Montpellier, le 14 avril 2020« Avez-vous déjà mangé de la soupe aux foies de lotte ? ».
C’est par cette question que j’ouvris les yeux. Ce devait être la fin d’un rêve suspendue à une interrogation. Il est vrai que ces temps-ci j’étais souvent en cuisine, j’avais le temps et cette pratique m’avait toujours accompagné.
Je pense qu’en amour il faut prendre à l’estomac, hédonisme, sensualisme — peut-être le signe d’un repli sur soi — en fait la plus belle façon de prendre soin de l’autre, de soi, des autres ; un acte d’amour.
J’en étais à ces divagations devant un bol de thé quand je me surpris à caresser la couverture d’un livre posé sur la table. Il y avait de la douceur dans le papier cristal accompagnant la reliure courbe d’un volume assez conséquent. Un geste assez machinal comme j’aurais caressé le chat sur mes genoux. Quelque chose de moins volumineux mais de la volupté tout de même. Un peu de chaleur.
C’était Anna Karénine de Léon Tolstoï. Je m’étais plongé dans ce millier de pages depuis quelques jours et j’arrivais à la fin aujourd’hui. J’allais me recoucher pour en venir à bout. Il était paru à la fin du XIXe siècle, en feuilleton, dans « Le Messager Russe ». Cela aurait pu tout à fait convenir en période de confinement. Chaque passage publié appelait une suite et donnait lieu à de nombreux débats.
Au fil des jours, j’étais entré en connivence avec le texte. Non, pas une intelligence partagée sur l’analyse historique, sociale, dramatique, psychologique. J’avais ce matin en bouche le mystère de la soupe de foies de lotte. Je construisais un récit à venir fort prosaïque : « la cuisine de Léon Tolstoï ». Je n’en avais trouvé nulle trace dans aucune bibliographie. Ce n’était peut être pas le plus intéressant dans l’oeuvre de l’écrivain mais, sur une table chargée de flacons, figurait une vingtaine de hors-d’oeuvre ; dès le potage on buvait du champagne et lors du repas se succédaient cinq ou six plats. Le mangeur du XIXe siècle (dans certains milieux) avait de la consistance en Europe. J’en étais sûr, cela créait de la connivence, une intelligence partagée, fallait juste être exact au rendez-vous.

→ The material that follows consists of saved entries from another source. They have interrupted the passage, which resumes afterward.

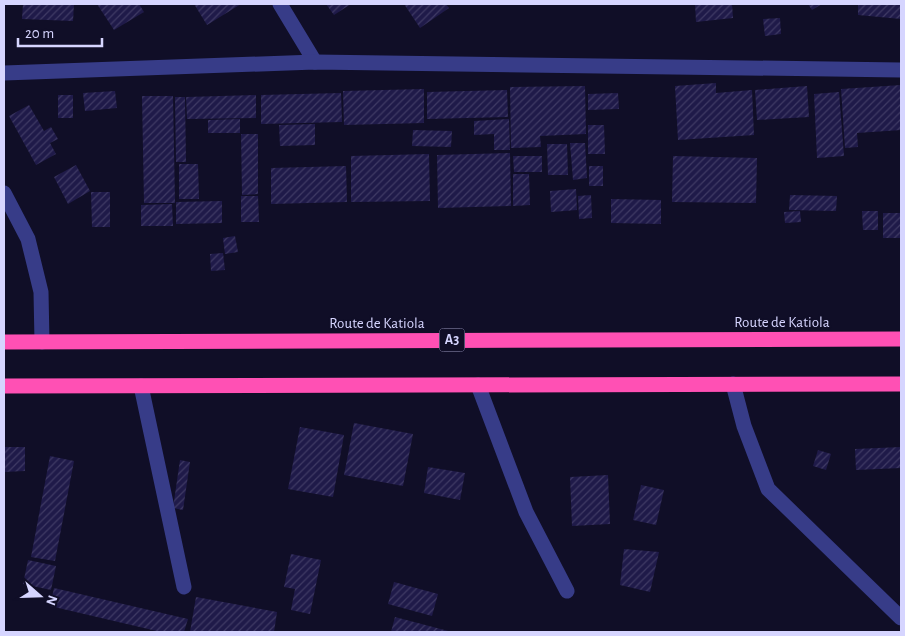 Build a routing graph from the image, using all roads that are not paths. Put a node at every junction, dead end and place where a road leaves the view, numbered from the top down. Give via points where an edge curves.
1 (280, 4) edge
2 (315, 62) junction
3 (901, 70) edge
4 (4, 72) edge
5 (4, 193) edge
6 (901, 339) edge
7 (4, 342) edge
8 (42, 342) junction
9 (733, 384) junction
10 (901, 384) edge
11 (478, 385) junction
12 (4, 386) edge
13 (141, 386) junction
14 (184, 587) dead end
15 (567, 591) dead end
16 (901, 618) edge

1 - 2 street
2 - 3 street
2 - 4 street
5 - 8 street via 28,238 41,292
6 - 8 highway, Route de Katiola / A3
7 - 8 highway, Route de Katiola / A3
9 - 10 highway
9 - 11 highway
9 - 16 street via 744,426 768,489
11 - 13 highway
11 - 15 street via 526,512
12 - 13 highway
13 - 14 street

« On mesure le degré d’une civilisation à sa cuisine ». J’en étais à ces jugements définitifs et impérieux lorsque la sonnerie de l’interphone retentit. Ne fonctionnant que sur le mode ouverture de porte il suffisait d’appuyer sur le bouton et l’on découvrait ensuite le visiteur dans l’escalier. Je descendis quelques marches et apparut une charmante jeune femme. « Je cherche mon chat ! ». S’en suivit une description assez détaillée avec dans la voix un rythme assez précipité, marque d’une émotion certaine, comme un essoufflement. Je l’assurai qu’au moindre signal de présence animale je la préviendrais. Je ne sais si elle était rassurée mais je réalisai que j’étais dans une tenue dont la dimension sensuelle semblait plutôt tendre vers affreux, sale et méchant. Plus tard dans la rue je vis une photo du chat disparu mais je ne me souvenais pas de la jeune fille, juste de la chanson équivoque « Le Chat de
la Voisine » chantée par Yves Montand. Je m’étais interdit d’avoir un chat dans un appartement bien qu’il fut parmi les animaux domestiques le plus proche de moi ou celui auquel je ressemblai le plus, non par l’indépendance mais par la volupté certainement.

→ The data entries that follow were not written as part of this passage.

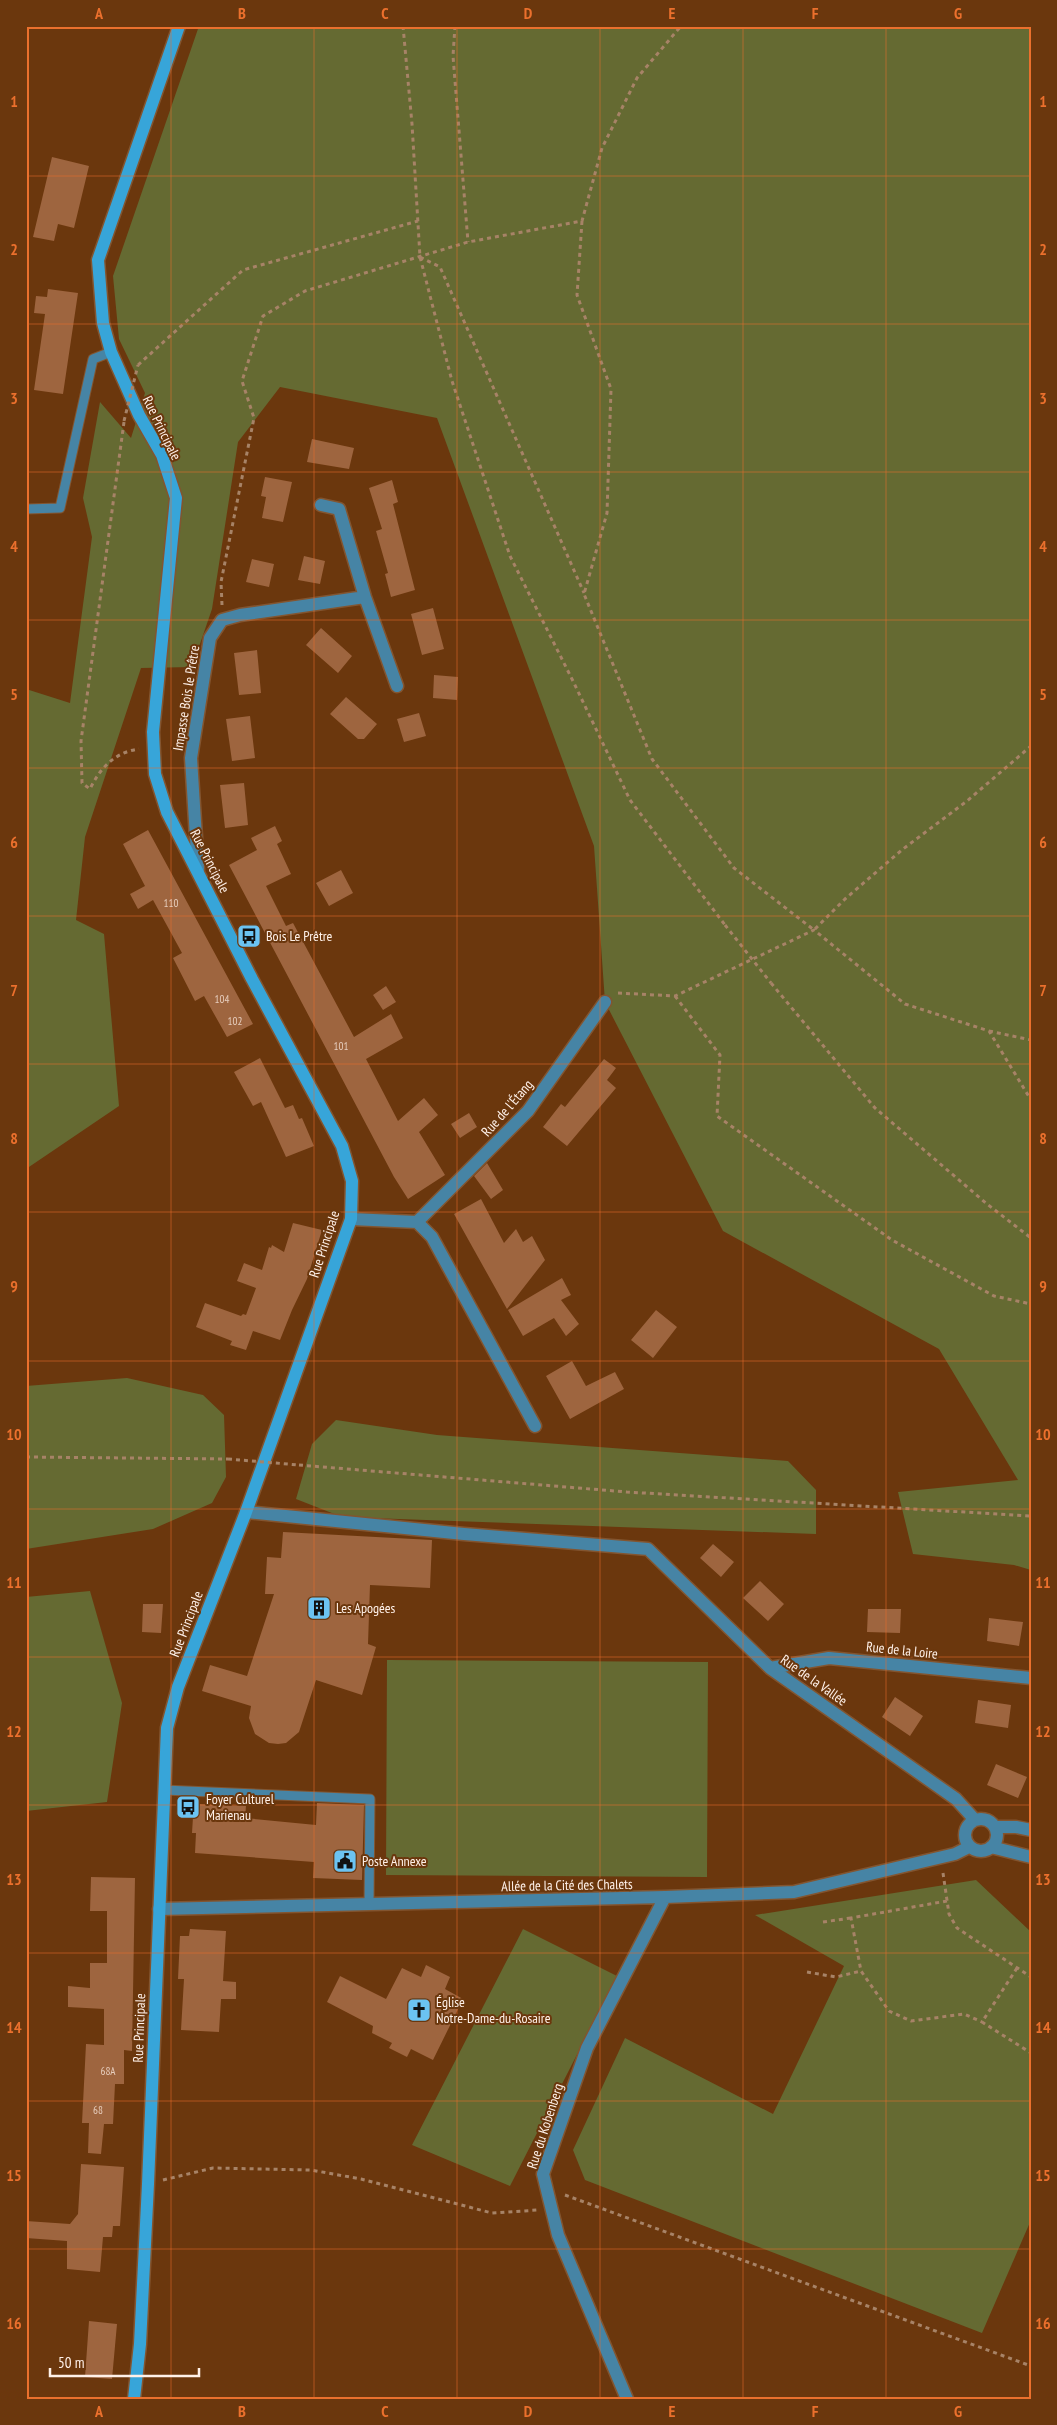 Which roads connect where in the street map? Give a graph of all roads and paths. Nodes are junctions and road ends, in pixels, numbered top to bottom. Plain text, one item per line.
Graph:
1 (178, 26) edge
2 (403, 26) edge
3 (455, 26) edge
4 (681, 26) edge
5 (418, 221) junction
6 (582, 221) junction
7 (468, 242) junction
8 (420, 257) junction
9 (111, 352) junction
10 (321, 505) dead end
11 (26, 509) edge
12 (584, 594) junction
13 (364, 597) junction
14 (222, 620) junction
15 (397, 686) dead end
16 (154, 746) junction
17 (1031, 746) edge
18 (198, 869) junction
19 (814, 930) junction
20 (675, 996) junction
21 (605, 1002) joint
22 (988, 1031) junction
23 (1031, 1040) edge
24 (1031, 1100) edge
25 (351, 1219) junction
26 (417, 1222) junction
27 (1031, 1238) edge
28 (1031, 1304) edge
29 (535, 1426) dead end
30 (26, 1457) edge
31 (246, 1512) junction
32 (1031, 1516) edge
33 (770, 1668) junction
34 (1031, 1678) edge
35 (164, 1790) junction
36 (975, 1820) junction
37 (995, 1827) junction
38 (1031, 1830) edge
39 (969, 1847) junction
40 (991, 1848) junction
41 (941, 1857) junction
42 (1031, 1857) edge
43 (664, 1897) junction
44 (948, 1901) junction
45 (369, 1904) junction
46 (159, 1909) junction
47 (851, 1918) junction
48 (823, 1922) dead end
49 (1017, 1968) junction
50 (861, 1971) junction
51 (807, 1972) dead end
52 (1031, 1977) edge
53 (982, 2022) junction
54 (1031, 2053) edge
55 (148, 2184) junction
56 (552, 2190) junction
57 (551, 2209) junction
58 (1031, 2366) edge
59 (134, 2399) edge
60 (627, 2399) edge

1 - 9 main road, Rue Principale
2 - 5 path
3 - 7 path
4 - 6 path
5 - 8 path
5 - 16 path, bridge
6 - 7 path
6 - 12 path
7 - 8 path
8 - 12 path
8 - 14 path
8 - 27 path, bridge
9 - 11 lane
9 - 16 main road, Rue Principale
10 - 13 street
12 - 19 path
13 - 14 street
13 - 15 street
14 - 18 street, Impasse Bois le Prêtre
16 - 18 main road, Rue Principale
17 - 19 path
18 - 25 main road, Rue Principale
19 - 20 path
19 - 22 path
20 - 21 path
20 - 28 path
21 - 26 street, Rue de l'Étang
22 - 23 path
22 - 24 path
25 - 26 street
25 - 31 main road, Rue Principale
26 - 29 street
30 - 32 path, bridge
31 - 33 street, Rue de la Vallée
31 - 35 main road, Rue Principale
33 - 34 street, Rue de la Loire
33 - 36 street, Rue de la Vallée
35 - 45 lane
35 - 46 main road, Rue Principale
36 - 37 street, Rue de la Vallée
36 - 39 street
37 - 38 street, Rue de la Vallée
37 - 40 street
39 - 40 street
39 - 41 street, Allée de la Cité des Chalets
40 - 42 street
41 - 43 street, Allée de la Cité des Chalets
41 - 44 path
43 - 45 street, Allée de la Cité des Chalets
43 - 56 street, Rue du Kobenberg
44 - 47 path
44 - 49 path
45 - 46 street, Allée de la Cité des Chalets
46 - 55 main road, Rue Principale
47 - 48 path
47 - 50 path
49 - 52 path
49 - 53 path
50 - 51 path
50 - 53 path
53 - 54 path
55 - 57 path
55 - 59 main road, Rue Principale
56 - 57 street, Rue du Kobenberg
56 - 58 path
57 - 60 street, Rue du Kobenberg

Je réalisai le nombre considérable d’animaux domestiques qui habitaient le quartier. De quoi leur présence est-elle le nom ? J’ignorais la question mais je voyais un grand nombre de chiens de toutes tailles, de tous poils, accompagnés de maîtres de tous genres. Je les voyais pisser avec une régularité de métronome tout au long de la rue, chier d’un air mélancolique et satisfait à côté ou sur le trottoir. Je n’avais pas imaginé une telle présence, un piéton sur deux était un chien.
J’allais interpeller les candidats aux élections municipales. Ne fallait-il pas instaurer une redevance canine sur le modèle de la redevance télévisuelle ? Je doutais de la portée politique de ma proposition. Dans l’encoignure d’une porte un homme pissait avec application.